MATERIAL SHOWN Block Start

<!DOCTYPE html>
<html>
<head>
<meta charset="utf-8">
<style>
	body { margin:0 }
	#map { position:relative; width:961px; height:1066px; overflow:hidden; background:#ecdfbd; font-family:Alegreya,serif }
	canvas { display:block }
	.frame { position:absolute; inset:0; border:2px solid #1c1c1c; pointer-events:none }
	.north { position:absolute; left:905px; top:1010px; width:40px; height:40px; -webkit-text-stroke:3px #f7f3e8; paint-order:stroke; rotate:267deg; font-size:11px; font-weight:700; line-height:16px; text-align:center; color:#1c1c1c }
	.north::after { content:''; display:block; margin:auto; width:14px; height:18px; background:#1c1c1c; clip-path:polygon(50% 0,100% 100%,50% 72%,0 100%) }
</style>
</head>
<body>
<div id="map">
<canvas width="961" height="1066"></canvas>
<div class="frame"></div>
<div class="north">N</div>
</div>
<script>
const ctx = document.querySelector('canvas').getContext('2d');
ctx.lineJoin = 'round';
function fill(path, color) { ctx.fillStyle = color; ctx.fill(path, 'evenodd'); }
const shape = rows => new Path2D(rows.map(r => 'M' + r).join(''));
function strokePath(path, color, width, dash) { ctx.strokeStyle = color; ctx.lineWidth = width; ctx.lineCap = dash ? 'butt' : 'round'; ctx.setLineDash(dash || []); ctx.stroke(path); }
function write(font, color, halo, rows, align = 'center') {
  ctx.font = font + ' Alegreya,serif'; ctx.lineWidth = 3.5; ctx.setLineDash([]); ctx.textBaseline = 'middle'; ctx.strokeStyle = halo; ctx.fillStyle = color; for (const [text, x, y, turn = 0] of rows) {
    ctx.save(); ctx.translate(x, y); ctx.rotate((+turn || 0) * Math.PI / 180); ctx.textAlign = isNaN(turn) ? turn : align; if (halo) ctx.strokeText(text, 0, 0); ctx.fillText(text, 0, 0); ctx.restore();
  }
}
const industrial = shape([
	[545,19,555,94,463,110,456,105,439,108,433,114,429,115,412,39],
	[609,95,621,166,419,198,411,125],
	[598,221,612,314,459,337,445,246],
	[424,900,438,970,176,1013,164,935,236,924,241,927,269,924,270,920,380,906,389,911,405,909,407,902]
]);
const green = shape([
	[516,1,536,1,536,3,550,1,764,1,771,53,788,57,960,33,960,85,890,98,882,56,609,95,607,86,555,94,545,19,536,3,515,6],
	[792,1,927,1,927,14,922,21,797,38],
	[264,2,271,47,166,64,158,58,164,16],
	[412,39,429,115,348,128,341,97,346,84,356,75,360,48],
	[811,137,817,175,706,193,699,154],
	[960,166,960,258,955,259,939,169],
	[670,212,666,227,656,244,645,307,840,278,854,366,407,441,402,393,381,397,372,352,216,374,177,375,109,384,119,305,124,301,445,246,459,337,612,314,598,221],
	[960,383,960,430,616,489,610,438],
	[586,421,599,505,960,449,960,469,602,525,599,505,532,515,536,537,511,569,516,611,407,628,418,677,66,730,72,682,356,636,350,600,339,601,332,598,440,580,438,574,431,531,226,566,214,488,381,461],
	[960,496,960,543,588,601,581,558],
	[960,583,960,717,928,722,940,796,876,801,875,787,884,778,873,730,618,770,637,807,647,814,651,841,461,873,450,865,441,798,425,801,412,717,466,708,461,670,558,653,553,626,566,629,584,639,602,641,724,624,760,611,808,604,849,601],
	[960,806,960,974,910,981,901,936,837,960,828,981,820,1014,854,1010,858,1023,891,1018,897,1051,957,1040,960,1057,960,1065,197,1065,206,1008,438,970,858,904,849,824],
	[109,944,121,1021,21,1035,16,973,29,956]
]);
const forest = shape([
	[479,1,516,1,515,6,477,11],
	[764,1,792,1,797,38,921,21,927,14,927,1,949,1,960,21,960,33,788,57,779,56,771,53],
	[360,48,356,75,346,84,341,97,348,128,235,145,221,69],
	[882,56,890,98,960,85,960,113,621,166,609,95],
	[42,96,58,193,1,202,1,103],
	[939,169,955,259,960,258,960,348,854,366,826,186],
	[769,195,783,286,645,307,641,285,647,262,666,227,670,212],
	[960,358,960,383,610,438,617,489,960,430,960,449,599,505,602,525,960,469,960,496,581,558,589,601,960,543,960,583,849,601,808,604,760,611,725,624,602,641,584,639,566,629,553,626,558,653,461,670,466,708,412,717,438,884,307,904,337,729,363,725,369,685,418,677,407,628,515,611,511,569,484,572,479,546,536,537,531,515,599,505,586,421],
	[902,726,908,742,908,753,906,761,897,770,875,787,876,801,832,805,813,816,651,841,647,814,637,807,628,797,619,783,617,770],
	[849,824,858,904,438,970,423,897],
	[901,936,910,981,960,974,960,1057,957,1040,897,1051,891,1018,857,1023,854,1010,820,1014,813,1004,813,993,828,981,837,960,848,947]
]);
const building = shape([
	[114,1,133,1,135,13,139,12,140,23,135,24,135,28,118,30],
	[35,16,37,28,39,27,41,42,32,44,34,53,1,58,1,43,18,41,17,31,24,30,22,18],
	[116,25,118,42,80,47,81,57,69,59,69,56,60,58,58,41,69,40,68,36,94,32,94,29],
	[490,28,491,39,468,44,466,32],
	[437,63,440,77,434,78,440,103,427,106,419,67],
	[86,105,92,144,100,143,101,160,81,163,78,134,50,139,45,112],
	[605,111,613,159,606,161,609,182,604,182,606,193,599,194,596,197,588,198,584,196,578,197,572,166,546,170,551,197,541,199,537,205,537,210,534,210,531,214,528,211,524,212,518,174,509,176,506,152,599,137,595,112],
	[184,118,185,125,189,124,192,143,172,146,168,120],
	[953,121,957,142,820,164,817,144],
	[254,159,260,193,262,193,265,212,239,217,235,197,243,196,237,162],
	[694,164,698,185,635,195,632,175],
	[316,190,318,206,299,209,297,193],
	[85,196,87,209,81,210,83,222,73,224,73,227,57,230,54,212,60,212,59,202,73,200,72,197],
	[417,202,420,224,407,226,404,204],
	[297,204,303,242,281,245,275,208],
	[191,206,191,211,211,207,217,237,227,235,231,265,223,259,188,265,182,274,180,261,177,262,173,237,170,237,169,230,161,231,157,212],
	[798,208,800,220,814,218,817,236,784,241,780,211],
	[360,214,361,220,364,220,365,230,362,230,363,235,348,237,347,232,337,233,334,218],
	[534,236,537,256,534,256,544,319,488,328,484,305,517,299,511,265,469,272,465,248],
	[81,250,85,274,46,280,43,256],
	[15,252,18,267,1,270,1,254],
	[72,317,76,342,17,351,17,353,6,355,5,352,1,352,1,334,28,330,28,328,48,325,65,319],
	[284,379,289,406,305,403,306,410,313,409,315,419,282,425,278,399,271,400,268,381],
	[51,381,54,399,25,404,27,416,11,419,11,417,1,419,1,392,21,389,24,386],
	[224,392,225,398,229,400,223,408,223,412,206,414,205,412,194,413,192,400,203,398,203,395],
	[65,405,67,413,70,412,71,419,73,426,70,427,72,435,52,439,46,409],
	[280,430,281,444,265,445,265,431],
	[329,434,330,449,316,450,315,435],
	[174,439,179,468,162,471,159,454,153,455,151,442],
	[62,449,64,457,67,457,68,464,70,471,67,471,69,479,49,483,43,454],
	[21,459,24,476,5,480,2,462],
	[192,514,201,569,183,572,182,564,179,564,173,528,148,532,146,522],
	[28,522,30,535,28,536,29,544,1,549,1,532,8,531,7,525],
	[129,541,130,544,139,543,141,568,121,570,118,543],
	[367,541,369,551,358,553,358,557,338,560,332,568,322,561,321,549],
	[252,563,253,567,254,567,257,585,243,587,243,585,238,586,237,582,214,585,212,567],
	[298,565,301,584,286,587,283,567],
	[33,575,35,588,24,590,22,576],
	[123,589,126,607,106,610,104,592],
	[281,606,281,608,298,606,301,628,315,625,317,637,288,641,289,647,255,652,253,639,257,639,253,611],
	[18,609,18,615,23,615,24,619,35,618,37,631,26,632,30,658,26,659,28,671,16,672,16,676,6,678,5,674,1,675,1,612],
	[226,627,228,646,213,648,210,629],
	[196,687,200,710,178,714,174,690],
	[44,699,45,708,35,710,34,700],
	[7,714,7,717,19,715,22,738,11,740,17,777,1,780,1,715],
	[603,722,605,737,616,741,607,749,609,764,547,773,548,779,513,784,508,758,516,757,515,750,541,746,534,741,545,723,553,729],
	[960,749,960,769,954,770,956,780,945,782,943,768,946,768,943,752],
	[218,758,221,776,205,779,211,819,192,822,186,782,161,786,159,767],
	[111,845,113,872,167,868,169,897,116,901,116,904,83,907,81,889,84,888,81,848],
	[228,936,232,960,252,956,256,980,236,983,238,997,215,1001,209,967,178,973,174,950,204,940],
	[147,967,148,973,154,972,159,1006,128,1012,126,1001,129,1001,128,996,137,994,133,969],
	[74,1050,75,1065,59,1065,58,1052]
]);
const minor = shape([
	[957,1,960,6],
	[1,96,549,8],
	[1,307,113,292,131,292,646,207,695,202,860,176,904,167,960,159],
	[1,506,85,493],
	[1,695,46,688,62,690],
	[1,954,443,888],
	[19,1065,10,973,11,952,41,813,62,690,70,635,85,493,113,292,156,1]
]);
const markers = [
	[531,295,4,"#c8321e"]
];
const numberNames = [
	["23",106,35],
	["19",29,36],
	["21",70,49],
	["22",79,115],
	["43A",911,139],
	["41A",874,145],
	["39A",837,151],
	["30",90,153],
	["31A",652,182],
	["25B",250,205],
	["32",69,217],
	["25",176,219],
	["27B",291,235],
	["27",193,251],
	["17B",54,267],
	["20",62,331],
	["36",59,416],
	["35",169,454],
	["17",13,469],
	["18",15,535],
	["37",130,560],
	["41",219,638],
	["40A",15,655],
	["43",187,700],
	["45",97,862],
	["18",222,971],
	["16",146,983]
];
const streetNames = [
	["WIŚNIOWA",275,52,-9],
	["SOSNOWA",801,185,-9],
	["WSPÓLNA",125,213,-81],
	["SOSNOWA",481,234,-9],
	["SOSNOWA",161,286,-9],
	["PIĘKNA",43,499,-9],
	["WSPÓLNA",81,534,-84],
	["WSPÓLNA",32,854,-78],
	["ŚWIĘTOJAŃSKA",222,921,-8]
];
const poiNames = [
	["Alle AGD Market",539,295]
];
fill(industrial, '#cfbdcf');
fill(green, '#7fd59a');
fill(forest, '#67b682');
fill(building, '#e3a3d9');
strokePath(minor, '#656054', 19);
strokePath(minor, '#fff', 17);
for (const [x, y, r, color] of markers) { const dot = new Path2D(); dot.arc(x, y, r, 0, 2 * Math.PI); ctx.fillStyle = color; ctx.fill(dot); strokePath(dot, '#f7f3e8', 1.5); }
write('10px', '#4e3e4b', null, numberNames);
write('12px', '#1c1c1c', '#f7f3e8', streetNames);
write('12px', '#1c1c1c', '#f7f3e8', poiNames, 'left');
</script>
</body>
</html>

MATERIAL SHOWN Block End
MATERIAL SHOWN Block Start

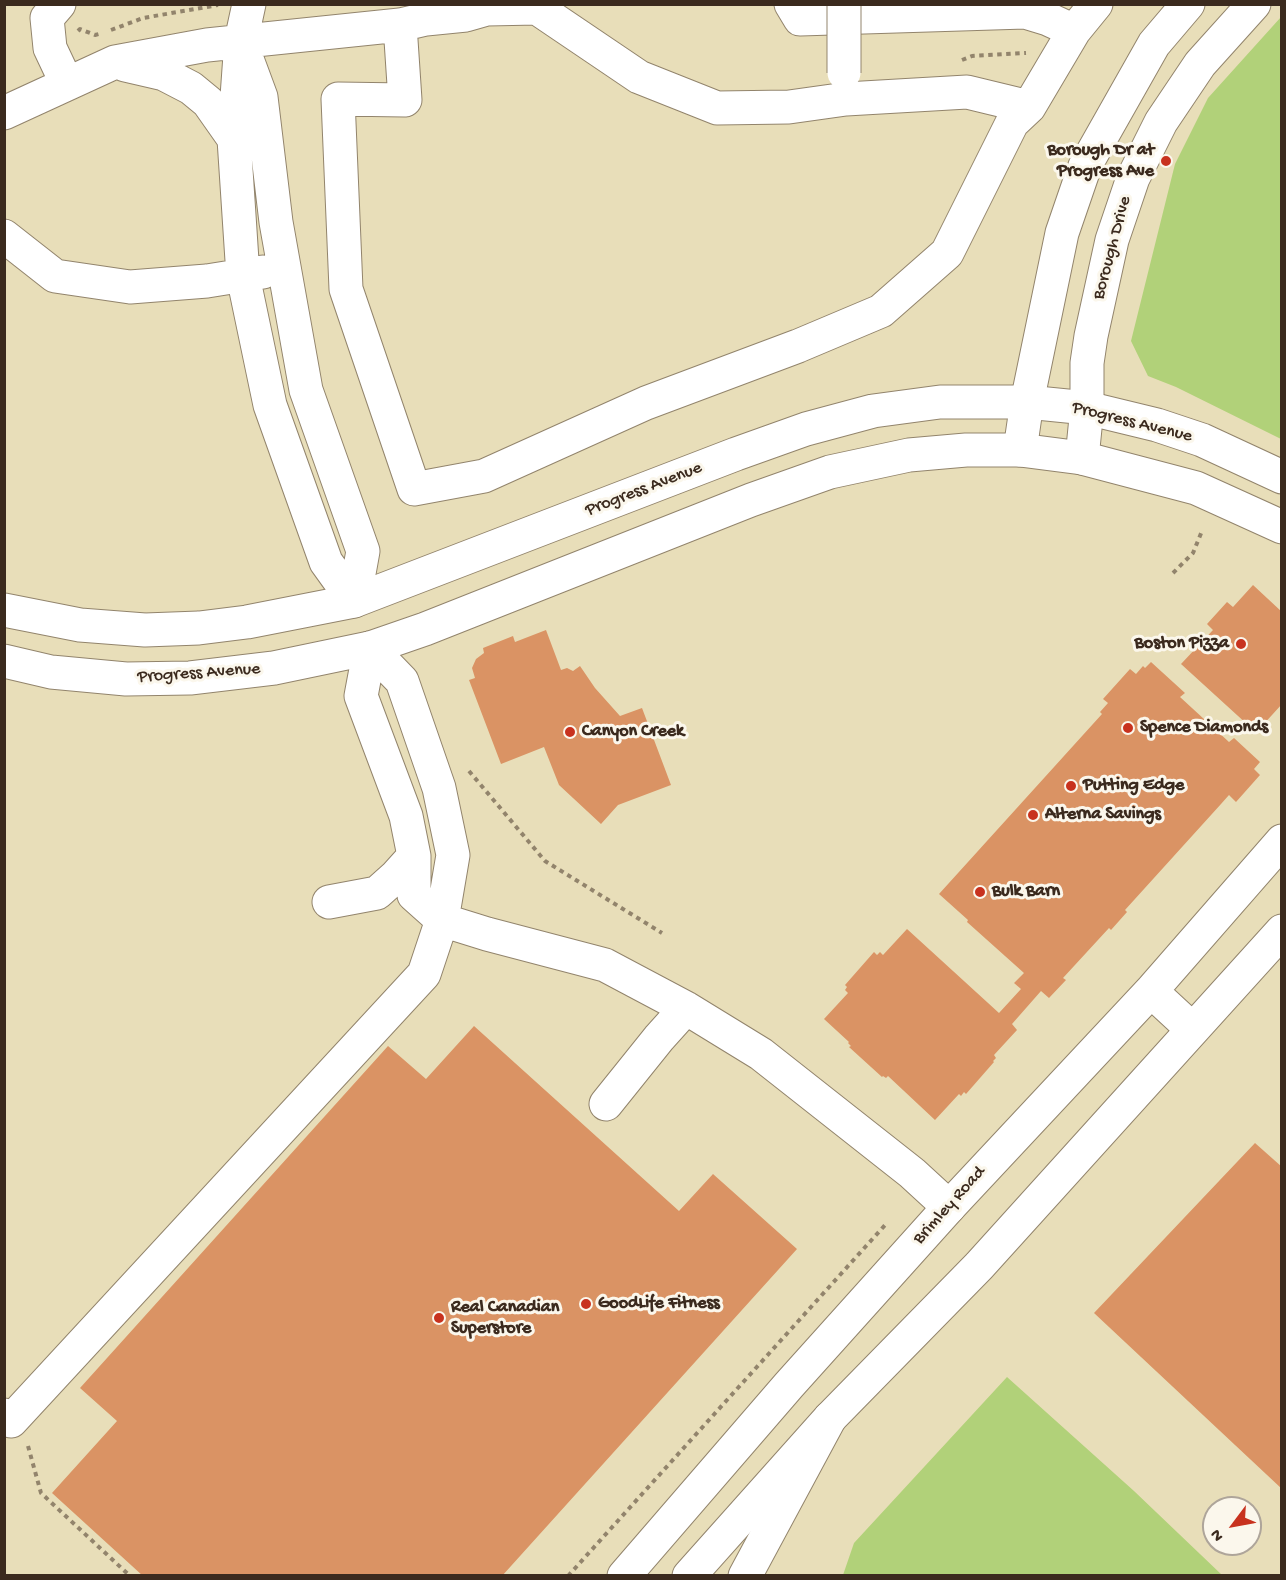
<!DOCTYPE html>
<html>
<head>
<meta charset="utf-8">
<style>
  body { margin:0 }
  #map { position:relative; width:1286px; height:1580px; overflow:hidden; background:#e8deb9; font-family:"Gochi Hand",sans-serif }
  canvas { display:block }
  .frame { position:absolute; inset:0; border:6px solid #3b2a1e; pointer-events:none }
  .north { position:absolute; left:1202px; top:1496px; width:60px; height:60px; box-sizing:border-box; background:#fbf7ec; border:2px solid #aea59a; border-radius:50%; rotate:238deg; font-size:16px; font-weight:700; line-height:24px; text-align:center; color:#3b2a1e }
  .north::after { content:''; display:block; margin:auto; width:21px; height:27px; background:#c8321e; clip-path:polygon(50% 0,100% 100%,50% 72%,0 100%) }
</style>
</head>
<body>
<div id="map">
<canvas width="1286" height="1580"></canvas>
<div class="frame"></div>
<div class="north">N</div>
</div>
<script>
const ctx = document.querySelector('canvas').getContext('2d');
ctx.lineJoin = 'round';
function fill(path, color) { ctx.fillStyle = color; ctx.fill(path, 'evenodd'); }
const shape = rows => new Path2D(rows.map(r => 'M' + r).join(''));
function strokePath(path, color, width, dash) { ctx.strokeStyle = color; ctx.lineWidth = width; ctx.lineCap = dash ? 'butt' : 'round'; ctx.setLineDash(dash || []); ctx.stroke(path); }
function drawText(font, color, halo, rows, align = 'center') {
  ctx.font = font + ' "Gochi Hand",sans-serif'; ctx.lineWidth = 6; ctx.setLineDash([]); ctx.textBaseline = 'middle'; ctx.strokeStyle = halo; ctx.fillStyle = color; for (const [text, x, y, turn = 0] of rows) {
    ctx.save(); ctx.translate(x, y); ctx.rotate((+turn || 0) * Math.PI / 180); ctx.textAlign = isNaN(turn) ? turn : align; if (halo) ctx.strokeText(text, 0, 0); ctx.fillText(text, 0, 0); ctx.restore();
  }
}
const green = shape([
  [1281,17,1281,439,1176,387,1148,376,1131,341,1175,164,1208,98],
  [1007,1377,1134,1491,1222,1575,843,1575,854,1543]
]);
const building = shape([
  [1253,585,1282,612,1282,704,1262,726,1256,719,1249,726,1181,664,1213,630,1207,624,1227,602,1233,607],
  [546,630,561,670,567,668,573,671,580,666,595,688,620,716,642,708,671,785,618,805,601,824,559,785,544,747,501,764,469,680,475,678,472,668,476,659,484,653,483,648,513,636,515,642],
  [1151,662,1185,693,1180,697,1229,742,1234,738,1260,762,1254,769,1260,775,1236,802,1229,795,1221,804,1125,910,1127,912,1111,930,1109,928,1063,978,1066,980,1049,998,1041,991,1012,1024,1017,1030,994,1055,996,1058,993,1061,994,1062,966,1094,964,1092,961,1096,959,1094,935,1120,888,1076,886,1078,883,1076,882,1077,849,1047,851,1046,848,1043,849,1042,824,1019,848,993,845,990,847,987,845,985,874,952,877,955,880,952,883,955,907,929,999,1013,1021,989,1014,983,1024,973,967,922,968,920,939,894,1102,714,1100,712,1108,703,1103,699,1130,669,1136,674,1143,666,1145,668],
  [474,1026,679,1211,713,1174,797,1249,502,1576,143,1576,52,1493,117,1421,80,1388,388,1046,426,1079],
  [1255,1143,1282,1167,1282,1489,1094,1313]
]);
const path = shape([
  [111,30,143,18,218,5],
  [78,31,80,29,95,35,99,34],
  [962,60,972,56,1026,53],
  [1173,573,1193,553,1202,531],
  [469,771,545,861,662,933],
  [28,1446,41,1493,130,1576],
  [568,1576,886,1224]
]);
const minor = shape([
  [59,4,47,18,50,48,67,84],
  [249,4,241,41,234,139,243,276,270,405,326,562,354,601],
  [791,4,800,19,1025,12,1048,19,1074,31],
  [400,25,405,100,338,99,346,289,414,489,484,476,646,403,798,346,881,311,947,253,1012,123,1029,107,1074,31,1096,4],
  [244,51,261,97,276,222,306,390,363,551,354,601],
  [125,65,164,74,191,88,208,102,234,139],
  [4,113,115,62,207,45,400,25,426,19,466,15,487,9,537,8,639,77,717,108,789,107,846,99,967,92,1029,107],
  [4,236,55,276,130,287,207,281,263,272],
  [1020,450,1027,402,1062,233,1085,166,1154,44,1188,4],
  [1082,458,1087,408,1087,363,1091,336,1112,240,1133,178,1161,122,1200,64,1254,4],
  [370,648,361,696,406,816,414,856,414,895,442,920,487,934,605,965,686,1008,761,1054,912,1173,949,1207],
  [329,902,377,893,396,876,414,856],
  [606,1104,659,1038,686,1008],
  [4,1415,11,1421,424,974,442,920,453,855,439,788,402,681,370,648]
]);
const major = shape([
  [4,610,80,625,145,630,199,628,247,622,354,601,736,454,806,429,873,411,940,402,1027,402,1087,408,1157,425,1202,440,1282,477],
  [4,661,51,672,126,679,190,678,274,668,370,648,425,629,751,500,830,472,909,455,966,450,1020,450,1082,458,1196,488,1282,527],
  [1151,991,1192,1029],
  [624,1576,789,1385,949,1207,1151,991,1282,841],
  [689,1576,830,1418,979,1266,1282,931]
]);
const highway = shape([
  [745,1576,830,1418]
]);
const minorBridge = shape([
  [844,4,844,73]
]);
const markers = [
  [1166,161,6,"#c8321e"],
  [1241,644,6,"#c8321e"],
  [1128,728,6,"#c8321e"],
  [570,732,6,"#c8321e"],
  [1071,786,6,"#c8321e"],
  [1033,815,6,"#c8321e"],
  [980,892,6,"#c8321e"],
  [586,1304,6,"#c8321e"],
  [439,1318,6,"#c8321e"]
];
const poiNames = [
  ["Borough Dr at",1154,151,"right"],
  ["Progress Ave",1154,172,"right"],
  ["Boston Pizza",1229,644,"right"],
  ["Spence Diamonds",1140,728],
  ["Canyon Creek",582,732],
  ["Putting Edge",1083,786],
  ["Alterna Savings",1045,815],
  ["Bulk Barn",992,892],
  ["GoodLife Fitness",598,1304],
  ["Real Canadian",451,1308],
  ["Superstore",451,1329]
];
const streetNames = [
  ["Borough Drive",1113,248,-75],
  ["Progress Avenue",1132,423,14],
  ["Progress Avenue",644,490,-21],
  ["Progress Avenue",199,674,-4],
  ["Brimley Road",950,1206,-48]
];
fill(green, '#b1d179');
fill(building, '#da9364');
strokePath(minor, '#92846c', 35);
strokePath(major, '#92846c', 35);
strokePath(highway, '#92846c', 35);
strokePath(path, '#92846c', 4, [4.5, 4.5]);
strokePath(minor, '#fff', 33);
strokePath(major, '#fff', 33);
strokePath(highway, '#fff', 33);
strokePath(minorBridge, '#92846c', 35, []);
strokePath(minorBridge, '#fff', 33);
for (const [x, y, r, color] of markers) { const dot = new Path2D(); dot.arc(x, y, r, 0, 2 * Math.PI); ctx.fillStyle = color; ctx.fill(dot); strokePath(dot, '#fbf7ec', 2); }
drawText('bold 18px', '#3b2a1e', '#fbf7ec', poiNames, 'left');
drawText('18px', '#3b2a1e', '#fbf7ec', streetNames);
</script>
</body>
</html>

MATERIAL SHOWN Block End

§ **TASK TO COMPLETE**
If a line in the entries contains the word "canvas", copy that line out.

§ **WRITTEN ANSWER**
	canvas { display:block }
<canvas width="961" height="1066"></canvas>
const ctx = document.querySelector('canvas').getContext('2d');
  canvas { display:block }
<canvas width="1286" height="1580"></canvas>
const ctx = document.querySelector('canvas').getContext('2d');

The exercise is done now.